Would you willingly enter a building or a vehicle without knowing for sure that there was a clear and obvious way to get out if you needed to? Then why would you create a property-investment portfolio without thinking about how to exit it in case of emergency or even just because the time was right for you to do so?
Why you need an exit strategy for your property portfolio
Think about driving a car. If you brake or swerve suddenly, you (and any passengers in your vehicle) will probably find it very uncomfortable. If, however, you slow down, or turn, gently, then life is much more pleasant for everyone concerned. What’s more, you’ll extend the life of your car and save on fuel. Similar comments apply to investment, including property investment.
You want to avoid situations when you’re forced into making changes at short notice because that’s the situation when you have least control and are most at the mercy of external forces. You may be lucky, you may not. Instead, you want to think ahead and be mindful of your short-, medium- and long-term goals along life’s journey in the same way as you would if you were planning out a car journey.
By thinking ahead, you can be prepared for the places you need to come to a stop, or make a turn, and so make these changes as smooth as possible. This is true of any form of investment and arguably nowhere is it more true than in the world of property investment, which still moves very much at an analogue pace in an increasingly digital world.
Creating a practical exit strategy for your property portfolio
The first step in creating a practical exit strategy for your property portfolio is to have a robust strategy for determining which of your investments deserve to keep their place in it and which do not. In very simple terms, you generally want to hold on to investments which show that they are still the best available options for the goals you want to achieve and divest yourself of those which are not. This, of course, requires you to set “Specific, Measurable, Achievable, Realistic Targets” for your property portfolio and to keep these updated as circumstances change (both at a personal level and at a macroeconomic level).
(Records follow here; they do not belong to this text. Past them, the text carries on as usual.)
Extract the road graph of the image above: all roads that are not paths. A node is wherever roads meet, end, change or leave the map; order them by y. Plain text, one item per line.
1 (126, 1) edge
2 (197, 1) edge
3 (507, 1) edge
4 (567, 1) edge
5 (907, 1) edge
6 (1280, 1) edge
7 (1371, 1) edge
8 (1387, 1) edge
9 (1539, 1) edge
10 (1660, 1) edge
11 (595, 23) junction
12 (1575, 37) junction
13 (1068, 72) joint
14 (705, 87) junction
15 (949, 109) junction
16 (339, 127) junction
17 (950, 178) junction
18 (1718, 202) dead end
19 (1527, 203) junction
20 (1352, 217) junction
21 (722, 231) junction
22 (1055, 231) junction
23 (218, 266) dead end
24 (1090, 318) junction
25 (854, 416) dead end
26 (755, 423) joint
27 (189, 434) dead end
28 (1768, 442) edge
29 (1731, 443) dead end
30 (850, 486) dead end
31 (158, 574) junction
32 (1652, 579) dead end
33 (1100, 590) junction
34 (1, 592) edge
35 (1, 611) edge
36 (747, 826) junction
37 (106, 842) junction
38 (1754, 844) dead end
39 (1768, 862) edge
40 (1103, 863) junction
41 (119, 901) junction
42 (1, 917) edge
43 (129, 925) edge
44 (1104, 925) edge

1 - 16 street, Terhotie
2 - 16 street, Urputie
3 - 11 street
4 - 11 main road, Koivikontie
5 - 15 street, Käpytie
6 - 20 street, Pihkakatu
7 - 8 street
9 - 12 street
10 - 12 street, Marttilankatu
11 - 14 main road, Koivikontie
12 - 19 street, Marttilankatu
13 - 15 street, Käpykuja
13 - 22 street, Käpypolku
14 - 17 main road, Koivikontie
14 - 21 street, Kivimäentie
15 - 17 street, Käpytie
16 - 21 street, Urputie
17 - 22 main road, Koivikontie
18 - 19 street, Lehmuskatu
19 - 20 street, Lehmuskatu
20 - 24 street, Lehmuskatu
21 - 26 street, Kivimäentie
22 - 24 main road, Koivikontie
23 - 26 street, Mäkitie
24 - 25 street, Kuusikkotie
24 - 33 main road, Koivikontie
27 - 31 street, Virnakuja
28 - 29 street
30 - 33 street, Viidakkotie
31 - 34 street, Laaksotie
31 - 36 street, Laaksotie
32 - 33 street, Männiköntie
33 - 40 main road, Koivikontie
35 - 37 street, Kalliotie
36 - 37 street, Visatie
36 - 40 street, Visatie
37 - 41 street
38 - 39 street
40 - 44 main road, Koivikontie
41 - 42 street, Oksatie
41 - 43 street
The second step in creating a practical exit strategy for your property portfolio is to think about the best way to divest yourself of investments which no longer meet your requirements. In particular, it is generally recommended to look for (legal) ways to minimize the amount of tax payable upon the sale of your investments.
One way to achieve this is to spread the sale of your properties over a number of years, to make the most of your annual capital gains tax allowance. Another option might be to gift a property to someone instead of selling it on to another investor or passing it on to them when you die. If you live another seven years after giving the gift, it will be excluded from your estate when inheritance tax is calculated and even if you do not, it may be eligible for “taper relief” i.e. a lower rate of IHT.